### [Data provided]
---+---

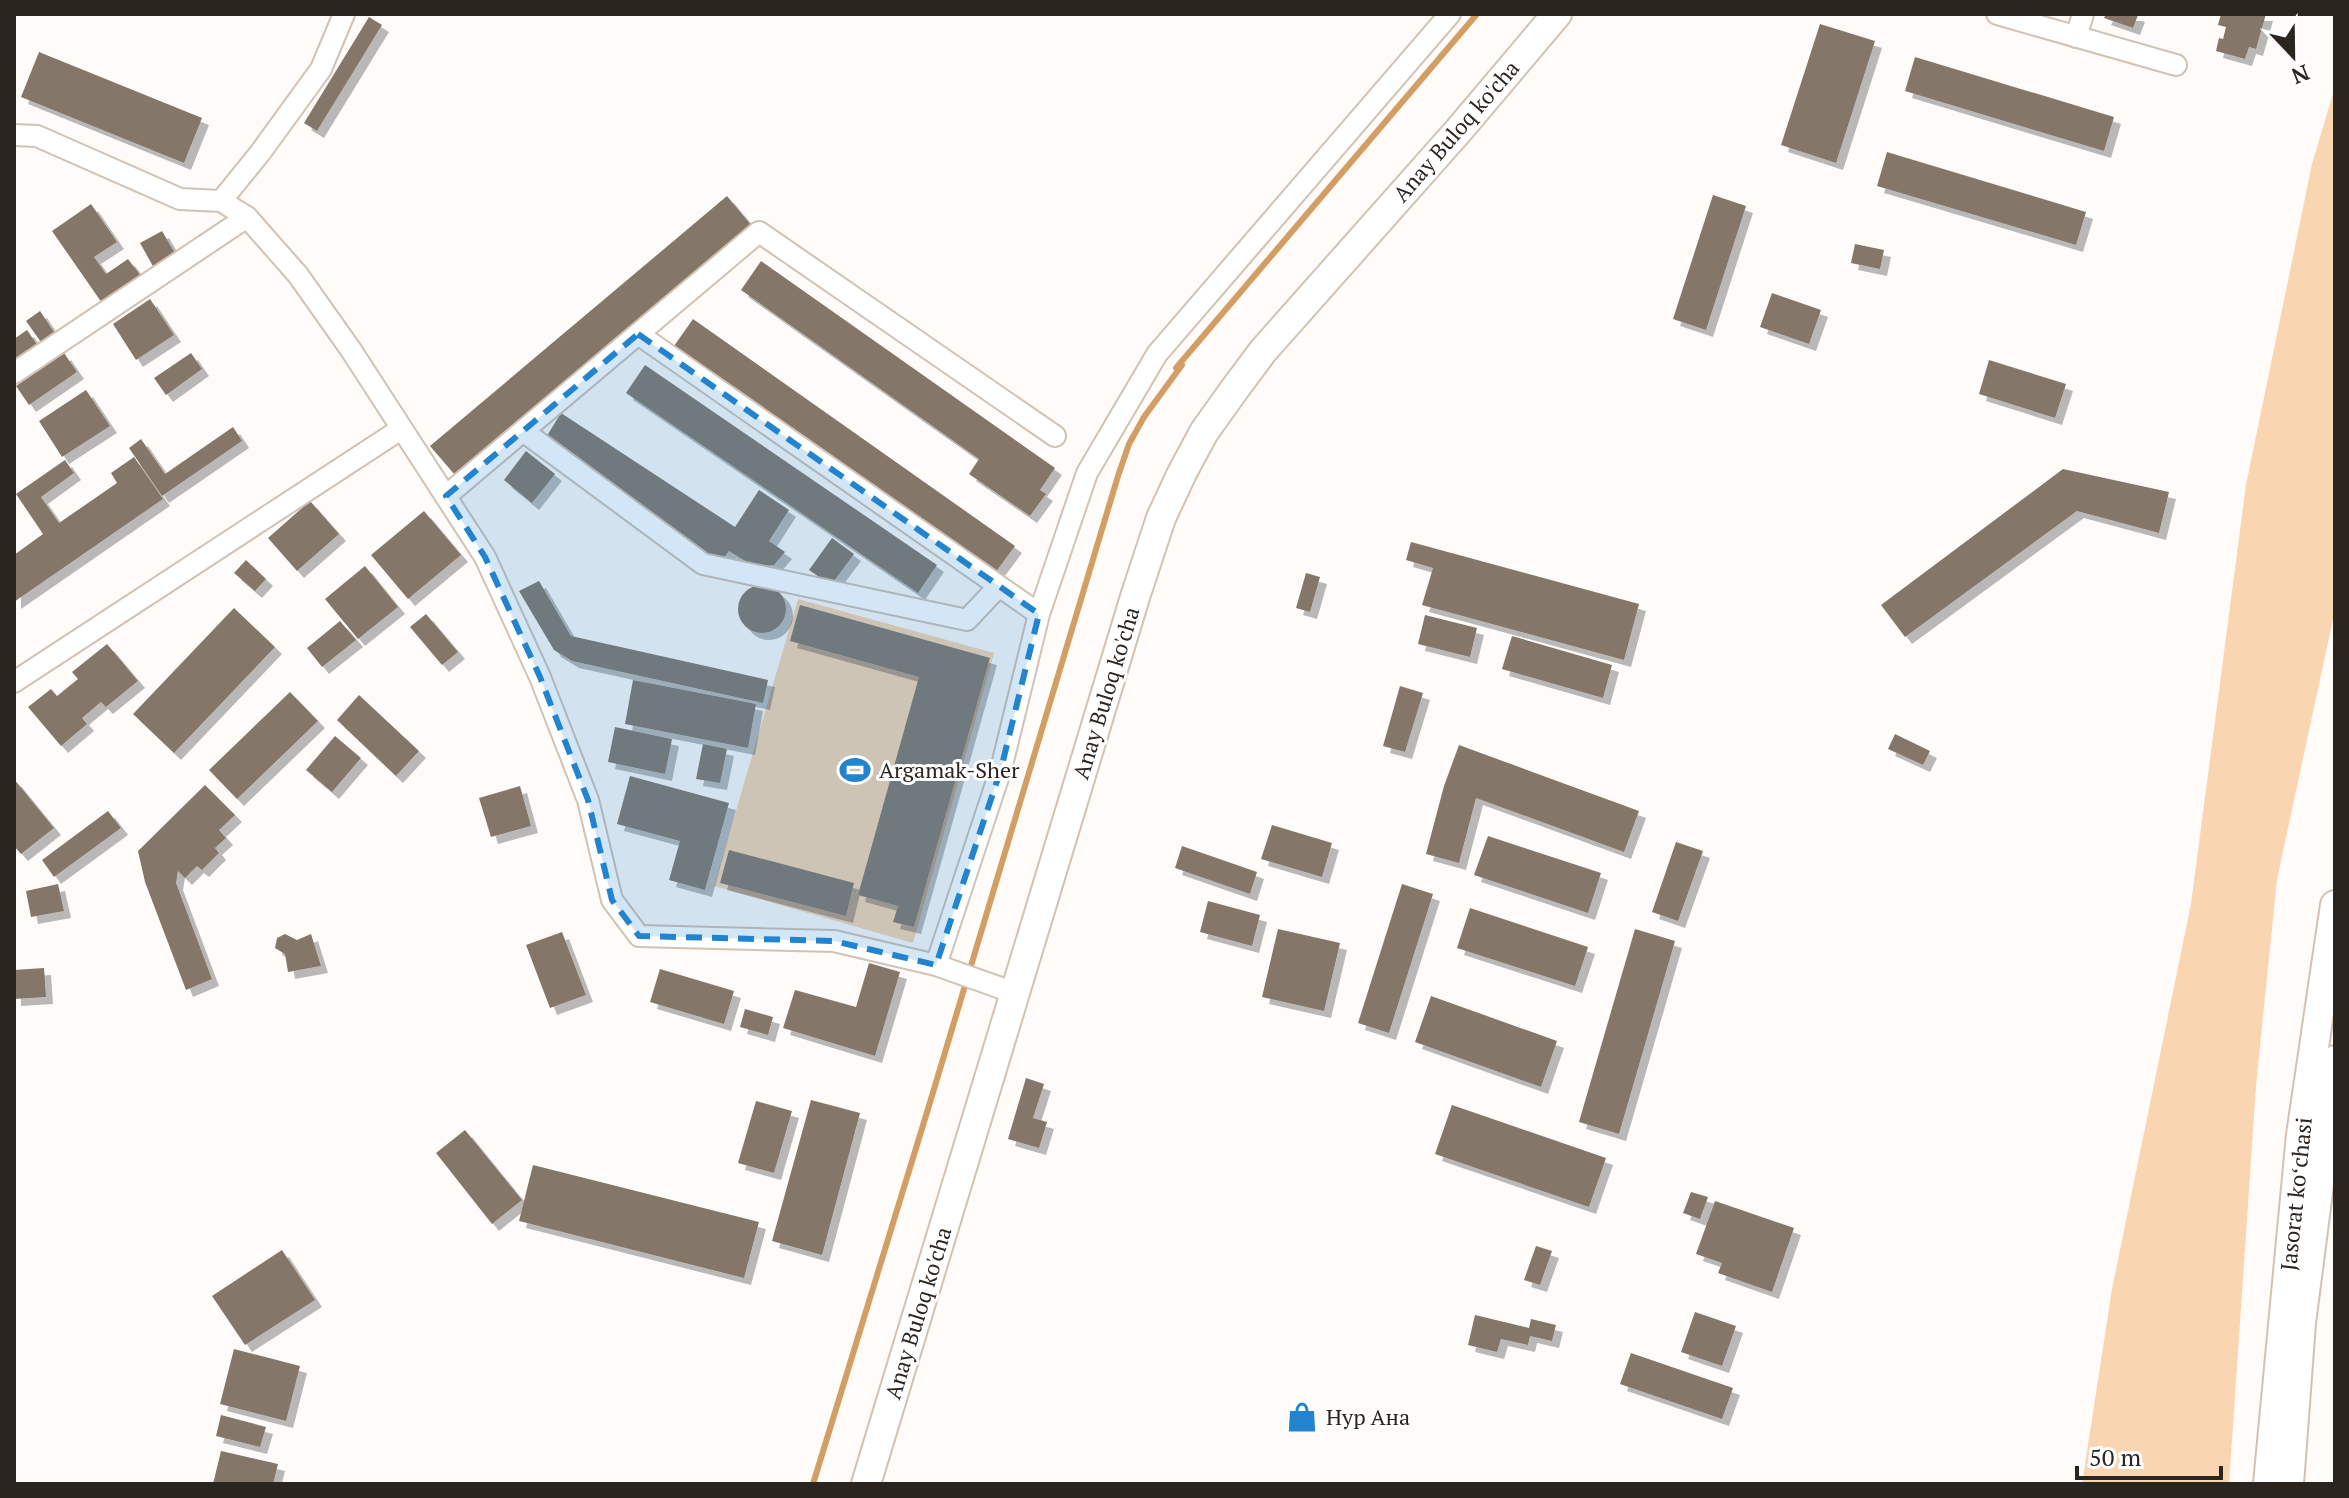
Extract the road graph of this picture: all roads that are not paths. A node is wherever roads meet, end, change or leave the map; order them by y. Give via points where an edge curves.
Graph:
1 (344, 14) edge
2 (1450, 14) edge
3 (1557, 14) edge
4 (1997, 14) edge
5 (2083, 14) edge
6 (2076, 37) junction
7 (2176, 65) dead end
8 (14, 135) edge
9 (221, 201) junction
10 (247, 217) junction
11 (638, 334) junction
12 (14, 373) edge
13 (401, 429) junction
14 (523, 431) junction
15 (1055, 436) dead end
16 (446, 496) junction
17 (999, 586) junction
18 (1039, 614) junction
19 (14, 682) edge
20 (2335, 905) edge
21 (936, 965) junction
22 (1015, 993) junction
23 (2335, 1060) edge
24 (866, 1484) edge
25 (2268, 1484) edge
26 (2289, 1484) edge

1 - 9 street via 321,69
2 - 18 street via 1157,354 1087,473
3 - 22 main road, Anay Buloq ko'cha via 1263,351 1204,432 1161,518
4 - 6 street
5 - 6 street
6 - 7 street
8 - 9 street via 37,136 180,199
9 - 10 street
10 - 12 street
10 - 13 street via 298,275
11 - 14 street
11 - 15 street via 759,232
11 - 17 street
13 - 16 street
13 - 19 street
14 - 16 street
14 - 17 street via 703,564 967,620
16 - 21 street via 485,557 540,677 588,800 612,900 639,936 834,941
17 - 18 street
18 - 21 street via 1001,769
20 - 25 main road, Jasorat koʻchasi via 2301,1135
21 - 22 street
22 - 24 main road, Anay Buloq ko'cha
23 - 26 main road, Jasorat koʻchasi via 2301,1323

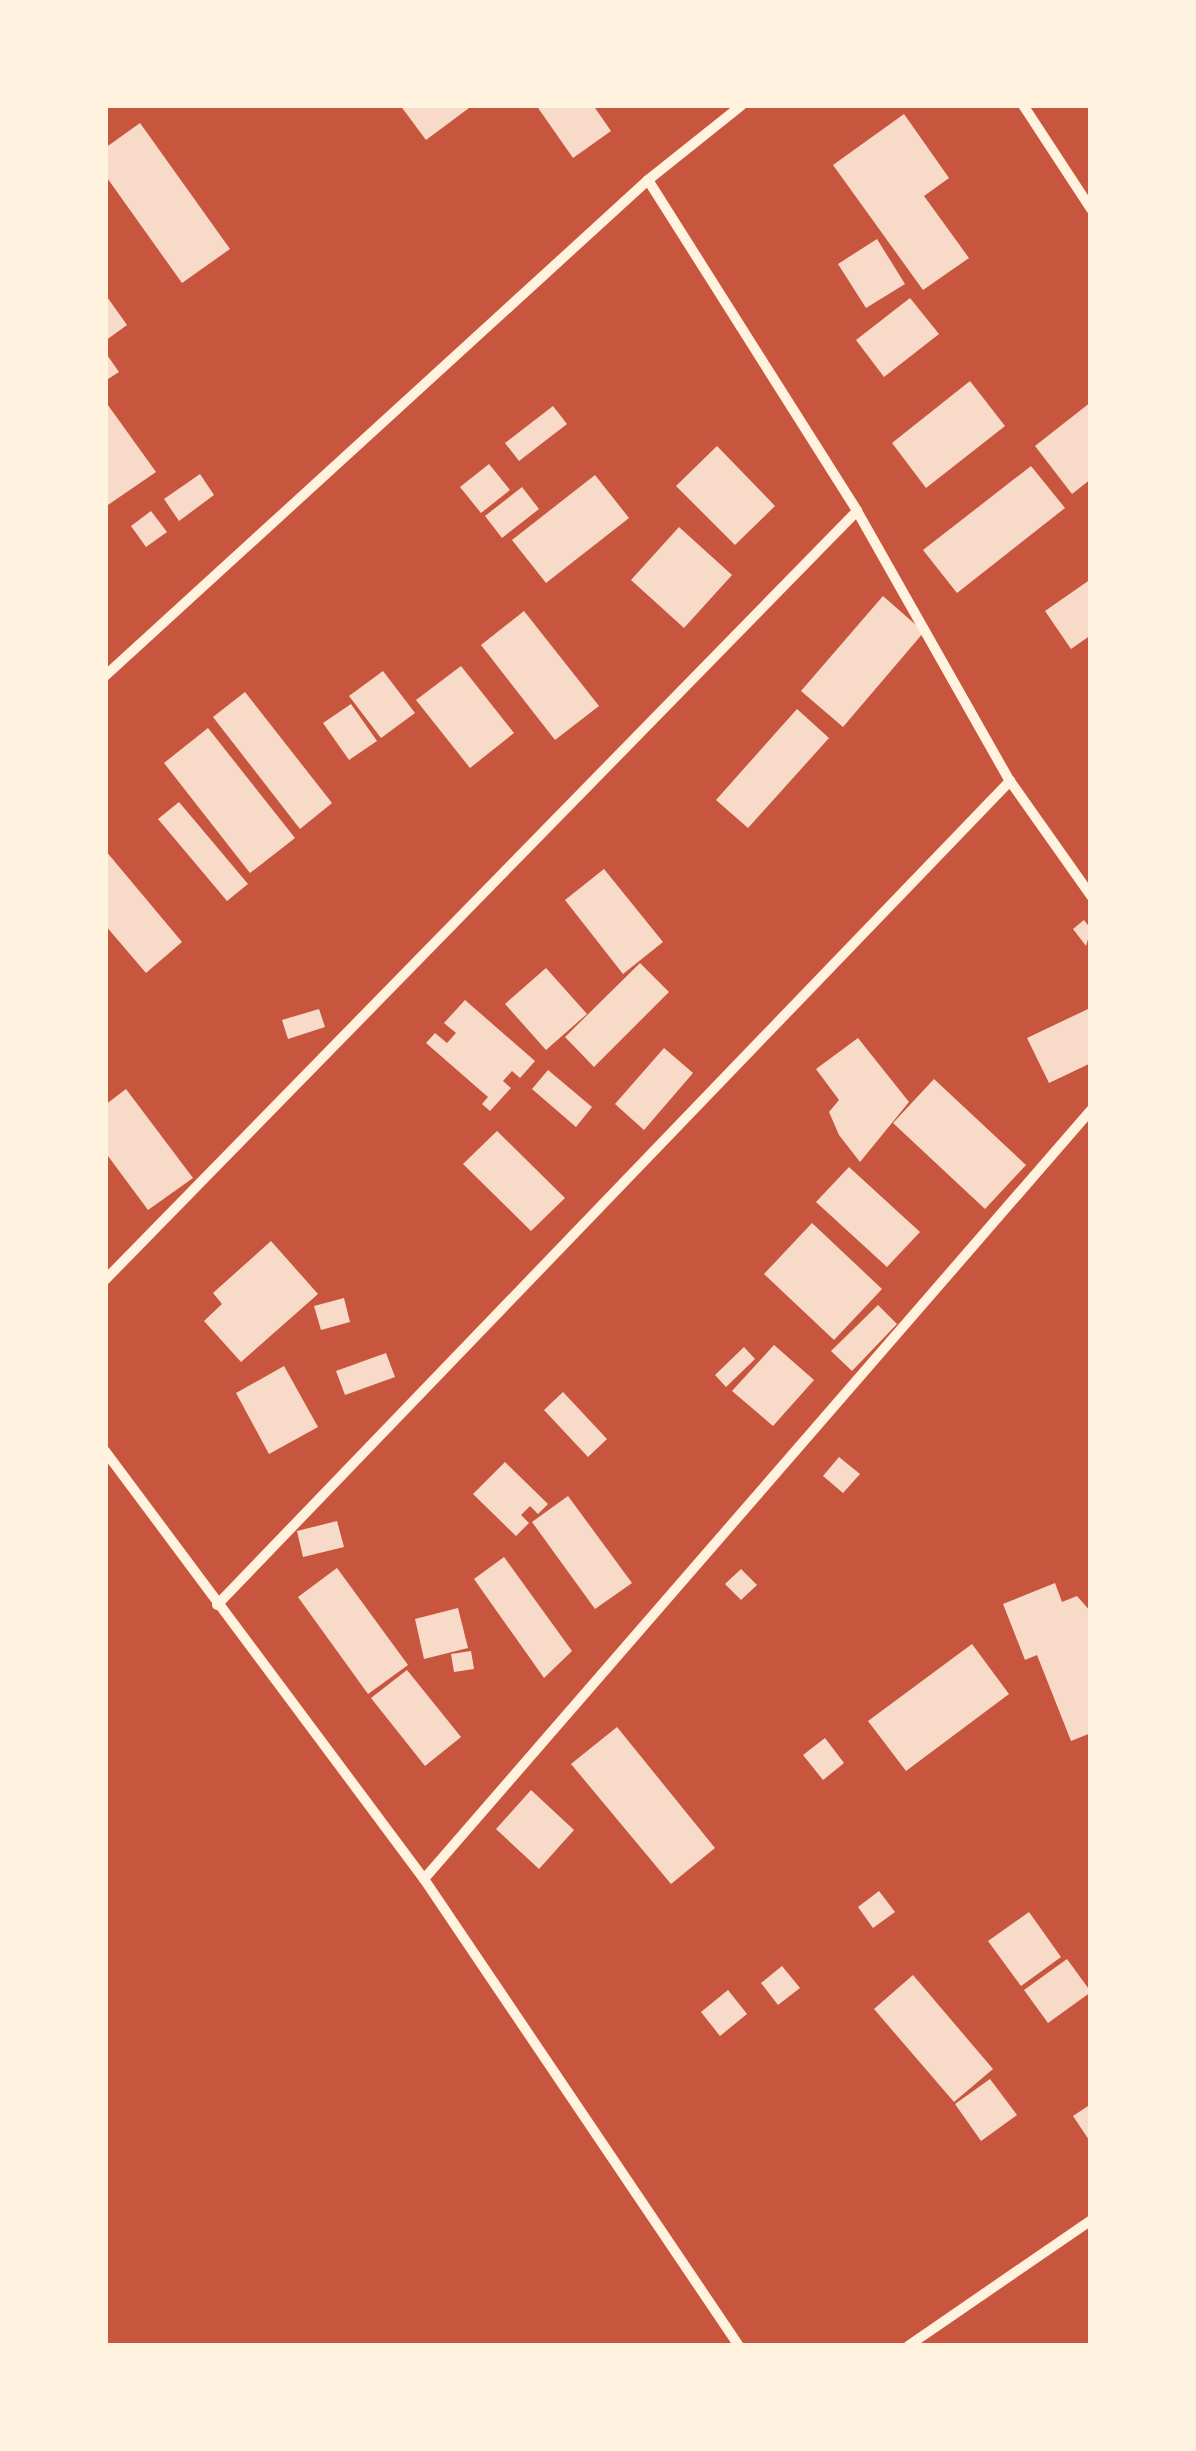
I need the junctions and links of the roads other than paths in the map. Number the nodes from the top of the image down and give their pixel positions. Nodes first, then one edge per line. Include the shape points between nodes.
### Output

---+---

### [Work order]
Count, in the listing above, every line that includes "points". The number is the whole answer.

### [Solution for this problem]
2